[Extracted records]
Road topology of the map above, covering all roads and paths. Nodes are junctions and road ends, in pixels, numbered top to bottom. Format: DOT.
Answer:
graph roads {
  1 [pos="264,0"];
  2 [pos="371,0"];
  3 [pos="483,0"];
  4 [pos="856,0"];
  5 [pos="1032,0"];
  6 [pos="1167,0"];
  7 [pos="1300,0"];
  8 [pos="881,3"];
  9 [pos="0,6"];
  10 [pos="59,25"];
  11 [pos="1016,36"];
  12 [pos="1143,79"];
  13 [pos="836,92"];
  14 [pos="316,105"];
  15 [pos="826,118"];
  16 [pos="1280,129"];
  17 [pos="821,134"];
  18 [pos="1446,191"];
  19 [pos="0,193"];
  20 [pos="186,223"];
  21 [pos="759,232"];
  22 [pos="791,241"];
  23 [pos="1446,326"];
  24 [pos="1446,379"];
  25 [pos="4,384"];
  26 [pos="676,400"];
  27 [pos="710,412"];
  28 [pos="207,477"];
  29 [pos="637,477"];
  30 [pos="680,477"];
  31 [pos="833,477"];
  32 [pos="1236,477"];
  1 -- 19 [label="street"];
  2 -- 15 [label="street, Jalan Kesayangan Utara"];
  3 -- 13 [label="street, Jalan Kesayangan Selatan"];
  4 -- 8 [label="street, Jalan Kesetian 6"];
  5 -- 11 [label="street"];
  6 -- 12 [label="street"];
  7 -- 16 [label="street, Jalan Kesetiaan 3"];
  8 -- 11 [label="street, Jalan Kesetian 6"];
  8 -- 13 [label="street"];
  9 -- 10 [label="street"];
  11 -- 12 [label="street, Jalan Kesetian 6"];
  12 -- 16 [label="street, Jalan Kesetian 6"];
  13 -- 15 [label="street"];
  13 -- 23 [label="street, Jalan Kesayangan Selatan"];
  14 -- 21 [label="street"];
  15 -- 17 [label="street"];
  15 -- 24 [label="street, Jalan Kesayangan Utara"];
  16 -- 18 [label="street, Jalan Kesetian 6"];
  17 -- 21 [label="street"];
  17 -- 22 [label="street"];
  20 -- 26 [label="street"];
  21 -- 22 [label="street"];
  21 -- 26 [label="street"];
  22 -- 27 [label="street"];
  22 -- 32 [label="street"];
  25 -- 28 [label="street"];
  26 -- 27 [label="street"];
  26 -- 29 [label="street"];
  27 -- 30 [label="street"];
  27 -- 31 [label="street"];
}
--
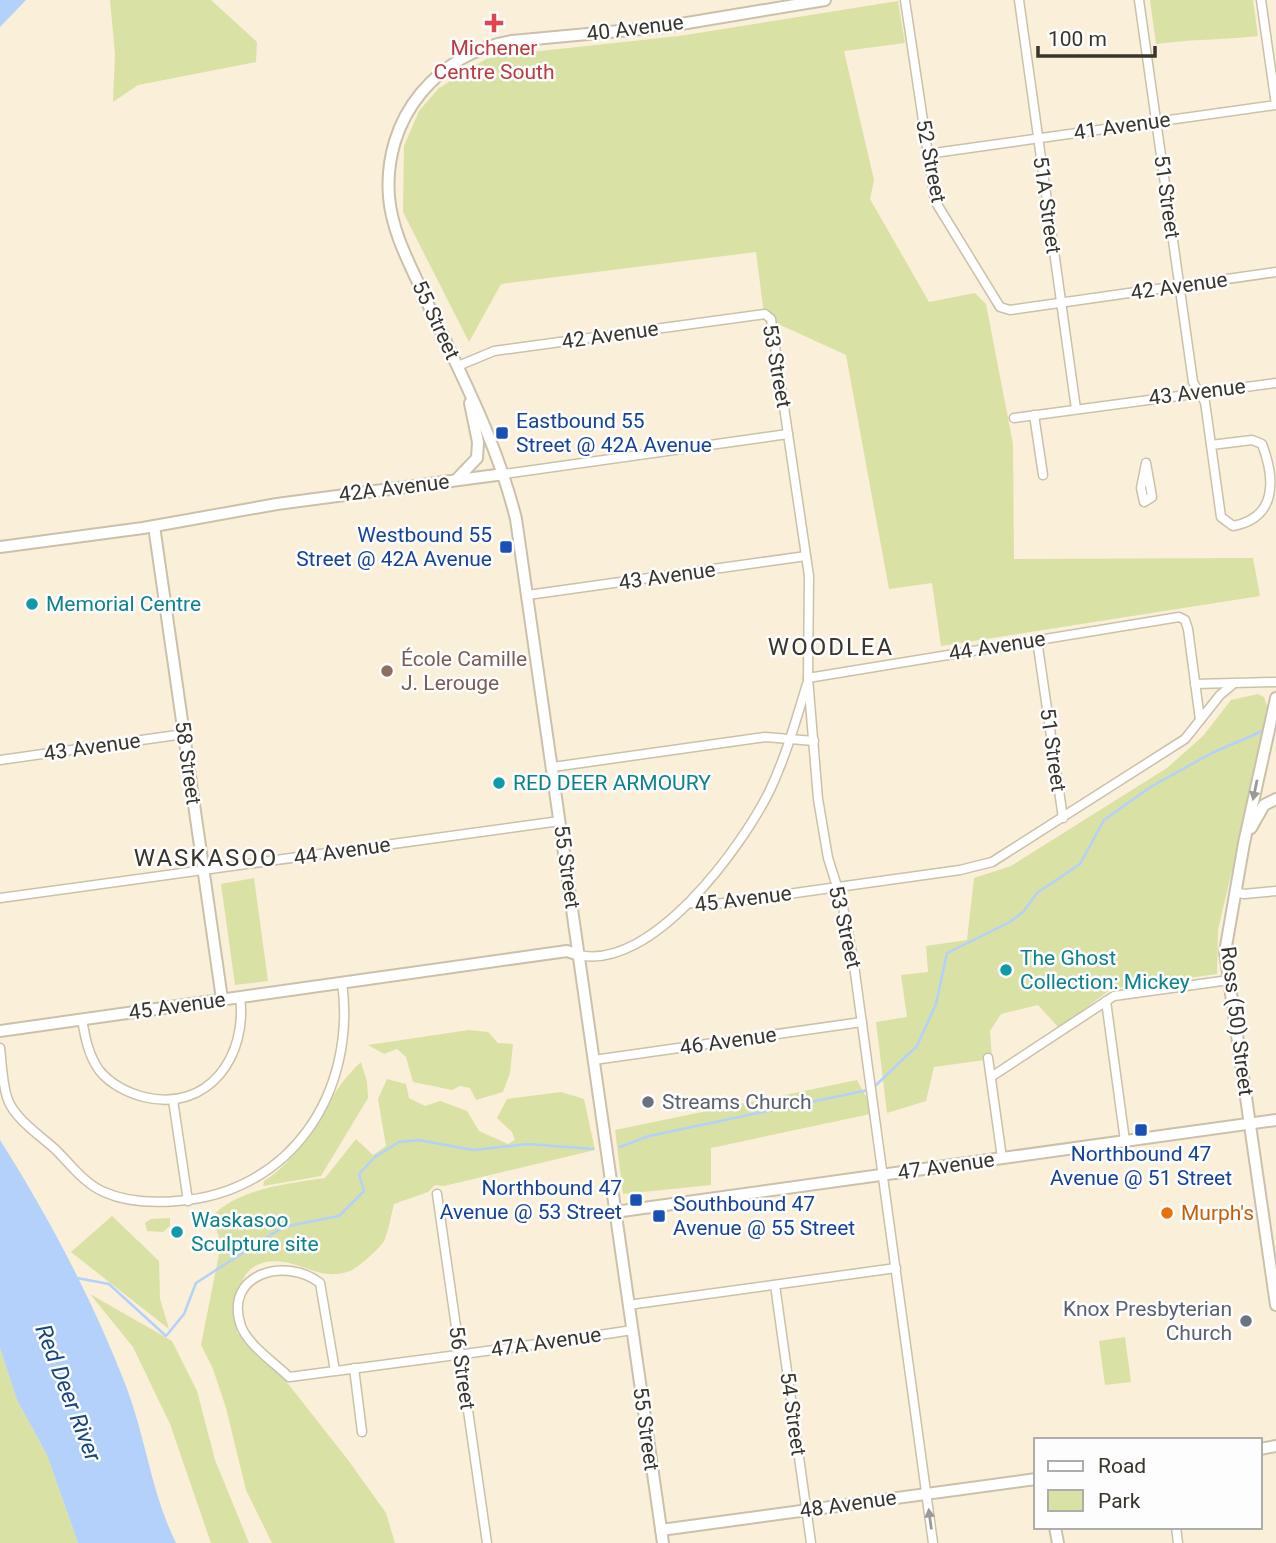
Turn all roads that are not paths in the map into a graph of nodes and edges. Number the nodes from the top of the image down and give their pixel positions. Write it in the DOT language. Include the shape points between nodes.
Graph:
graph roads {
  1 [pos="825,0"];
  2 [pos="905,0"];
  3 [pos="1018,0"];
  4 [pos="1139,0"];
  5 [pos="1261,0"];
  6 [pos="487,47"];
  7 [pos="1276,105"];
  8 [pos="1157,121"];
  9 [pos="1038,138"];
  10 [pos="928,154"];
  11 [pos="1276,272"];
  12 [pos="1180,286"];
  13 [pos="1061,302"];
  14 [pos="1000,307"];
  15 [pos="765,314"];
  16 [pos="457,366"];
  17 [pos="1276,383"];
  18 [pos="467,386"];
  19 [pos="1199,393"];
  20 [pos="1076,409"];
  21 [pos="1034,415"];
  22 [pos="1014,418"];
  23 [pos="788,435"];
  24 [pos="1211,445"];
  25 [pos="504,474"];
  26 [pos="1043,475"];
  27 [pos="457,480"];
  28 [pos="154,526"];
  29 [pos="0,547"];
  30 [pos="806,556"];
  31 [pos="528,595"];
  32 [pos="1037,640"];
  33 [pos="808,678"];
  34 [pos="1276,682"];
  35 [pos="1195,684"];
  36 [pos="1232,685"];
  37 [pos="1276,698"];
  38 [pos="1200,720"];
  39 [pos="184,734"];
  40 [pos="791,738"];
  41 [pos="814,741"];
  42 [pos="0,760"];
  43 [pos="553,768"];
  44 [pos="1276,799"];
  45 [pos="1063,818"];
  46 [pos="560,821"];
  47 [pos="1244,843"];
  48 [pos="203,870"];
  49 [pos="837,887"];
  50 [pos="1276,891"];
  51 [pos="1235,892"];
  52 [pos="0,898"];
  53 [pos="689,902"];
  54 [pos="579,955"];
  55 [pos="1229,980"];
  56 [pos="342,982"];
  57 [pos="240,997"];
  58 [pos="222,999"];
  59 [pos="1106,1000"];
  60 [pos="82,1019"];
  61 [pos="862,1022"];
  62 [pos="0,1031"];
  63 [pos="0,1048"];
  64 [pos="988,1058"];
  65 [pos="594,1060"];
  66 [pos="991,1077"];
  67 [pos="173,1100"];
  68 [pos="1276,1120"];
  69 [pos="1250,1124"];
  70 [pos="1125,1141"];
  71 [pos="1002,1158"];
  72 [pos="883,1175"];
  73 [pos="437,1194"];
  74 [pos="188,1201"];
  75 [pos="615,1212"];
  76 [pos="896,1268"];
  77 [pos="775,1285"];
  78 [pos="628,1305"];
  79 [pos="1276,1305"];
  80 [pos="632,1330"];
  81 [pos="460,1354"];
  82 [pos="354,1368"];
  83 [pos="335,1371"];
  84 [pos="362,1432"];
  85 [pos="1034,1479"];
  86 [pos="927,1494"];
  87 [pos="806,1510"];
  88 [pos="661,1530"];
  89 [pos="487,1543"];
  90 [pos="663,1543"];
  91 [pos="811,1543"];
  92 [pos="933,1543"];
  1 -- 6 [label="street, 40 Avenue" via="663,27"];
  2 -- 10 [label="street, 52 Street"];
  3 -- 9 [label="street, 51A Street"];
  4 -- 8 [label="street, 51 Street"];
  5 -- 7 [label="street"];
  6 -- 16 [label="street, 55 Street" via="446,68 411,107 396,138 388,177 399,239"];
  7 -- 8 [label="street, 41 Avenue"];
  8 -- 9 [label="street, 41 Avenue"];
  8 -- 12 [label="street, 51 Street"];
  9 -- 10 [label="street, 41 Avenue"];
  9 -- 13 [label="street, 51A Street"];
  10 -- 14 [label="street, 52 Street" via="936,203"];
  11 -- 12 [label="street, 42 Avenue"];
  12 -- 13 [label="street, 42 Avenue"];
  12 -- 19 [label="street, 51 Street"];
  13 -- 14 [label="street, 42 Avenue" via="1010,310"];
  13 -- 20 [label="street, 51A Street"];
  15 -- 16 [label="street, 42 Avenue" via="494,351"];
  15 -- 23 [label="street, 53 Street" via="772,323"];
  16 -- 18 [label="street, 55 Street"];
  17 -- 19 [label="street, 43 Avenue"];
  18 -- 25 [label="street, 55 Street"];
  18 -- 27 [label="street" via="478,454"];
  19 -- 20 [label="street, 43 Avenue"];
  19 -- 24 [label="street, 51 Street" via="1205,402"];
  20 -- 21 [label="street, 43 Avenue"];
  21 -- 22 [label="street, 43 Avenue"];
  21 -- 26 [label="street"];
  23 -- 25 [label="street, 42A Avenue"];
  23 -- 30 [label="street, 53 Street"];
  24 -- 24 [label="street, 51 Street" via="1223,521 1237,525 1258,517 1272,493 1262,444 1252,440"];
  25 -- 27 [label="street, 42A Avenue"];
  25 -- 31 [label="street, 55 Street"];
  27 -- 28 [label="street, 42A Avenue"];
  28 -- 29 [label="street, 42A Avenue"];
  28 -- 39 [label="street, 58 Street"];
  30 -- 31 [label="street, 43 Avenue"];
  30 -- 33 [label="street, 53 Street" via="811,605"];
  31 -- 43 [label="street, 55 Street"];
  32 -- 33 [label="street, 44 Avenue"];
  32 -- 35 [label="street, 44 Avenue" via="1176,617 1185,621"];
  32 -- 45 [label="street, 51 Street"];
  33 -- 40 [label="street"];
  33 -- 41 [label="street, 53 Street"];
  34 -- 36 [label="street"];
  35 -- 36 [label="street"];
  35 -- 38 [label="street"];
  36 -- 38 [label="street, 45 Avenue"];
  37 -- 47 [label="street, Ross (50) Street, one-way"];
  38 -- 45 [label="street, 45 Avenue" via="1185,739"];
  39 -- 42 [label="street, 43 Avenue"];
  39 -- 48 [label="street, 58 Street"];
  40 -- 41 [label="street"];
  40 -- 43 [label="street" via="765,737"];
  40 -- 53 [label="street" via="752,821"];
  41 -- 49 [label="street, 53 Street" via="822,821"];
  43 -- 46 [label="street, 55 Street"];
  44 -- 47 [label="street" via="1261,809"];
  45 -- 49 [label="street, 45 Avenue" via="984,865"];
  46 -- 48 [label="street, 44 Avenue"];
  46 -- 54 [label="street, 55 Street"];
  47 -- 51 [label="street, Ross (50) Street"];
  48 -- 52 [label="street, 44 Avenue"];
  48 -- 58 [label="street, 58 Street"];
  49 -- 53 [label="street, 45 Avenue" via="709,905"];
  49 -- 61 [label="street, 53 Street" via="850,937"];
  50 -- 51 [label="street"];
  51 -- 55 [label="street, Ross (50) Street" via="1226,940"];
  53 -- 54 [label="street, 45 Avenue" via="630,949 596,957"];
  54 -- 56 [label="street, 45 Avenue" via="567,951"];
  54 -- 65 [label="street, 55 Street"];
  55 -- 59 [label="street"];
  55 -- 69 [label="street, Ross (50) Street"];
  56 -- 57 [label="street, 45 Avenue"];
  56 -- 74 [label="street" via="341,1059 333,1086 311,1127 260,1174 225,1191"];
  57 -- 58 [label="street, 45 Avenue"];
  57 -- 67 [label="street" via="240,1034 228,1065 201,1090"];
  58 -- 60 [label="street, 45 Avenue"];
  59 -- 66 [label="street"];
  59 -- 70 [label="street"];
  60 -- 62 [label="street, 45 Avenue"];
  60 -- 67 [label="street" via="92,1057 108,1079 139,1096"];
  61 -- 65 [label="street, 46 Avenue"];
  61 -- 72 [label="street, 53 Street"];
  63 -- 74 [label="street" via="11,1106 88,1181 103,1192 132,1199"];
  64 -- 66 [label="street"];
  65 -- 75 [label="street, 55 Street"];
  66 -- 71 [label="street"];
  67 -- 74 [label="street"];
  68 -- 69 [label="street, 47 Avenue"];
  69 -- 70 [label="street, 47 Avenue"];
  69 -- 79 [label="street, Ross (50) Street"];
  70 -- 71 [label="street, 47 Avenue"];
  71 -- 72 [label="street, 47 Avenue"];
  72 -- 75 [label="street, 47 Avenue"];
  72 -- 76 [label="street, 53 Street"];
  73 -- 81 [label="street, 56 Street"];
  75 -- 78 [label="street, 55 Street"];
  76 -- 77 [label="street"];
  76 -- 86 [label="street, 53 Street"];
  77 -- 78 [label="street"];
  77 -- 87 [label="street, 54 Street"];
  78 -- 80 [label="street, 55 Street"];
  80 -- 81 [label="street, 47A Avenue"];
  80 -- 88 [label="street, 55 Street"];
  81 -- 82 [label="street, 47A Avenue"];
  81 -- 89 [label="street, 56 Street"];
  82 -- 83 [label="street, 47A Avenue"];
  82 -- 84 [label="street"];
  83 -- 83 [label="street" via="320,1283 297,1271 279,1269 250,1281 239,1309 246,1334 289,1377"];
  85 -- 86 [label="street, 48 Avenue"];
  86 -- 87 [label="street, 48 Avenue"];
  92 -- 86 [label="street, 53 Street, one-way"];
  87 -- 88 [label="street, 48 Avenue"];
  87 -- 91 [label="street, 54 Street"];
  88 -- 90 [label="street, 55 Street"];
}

**Exercise details:** Track down all lines above with the string "Jalan" and copy them.

**Answer section:**
  2 -- 15 [label="street, Jalan Kesayangan Utara"];
  3 -- 13 [label="street, Jalan Kesayangan Selatan"];
  4 -- 8 [label="street, Jalan Kesetian 6"];
  7 -- 16 [label="street, Jalan Kesetiaan 3"];
  8 -- 11 [label="street, Jalan Kesetian 6"];
  11 -- 12 [label="street, Jalan Kesetian 6"];
  12 -- 16 [label="street, Jalan Kesetian 6"];
  13 -- 23 [label="street, Jalan Kesayangan Selatan"];
  15 -- 24 [label="street, Jalan Kesayangan Utara"];
  16 -- 18 [label="street, Jalan Kesetian 6"];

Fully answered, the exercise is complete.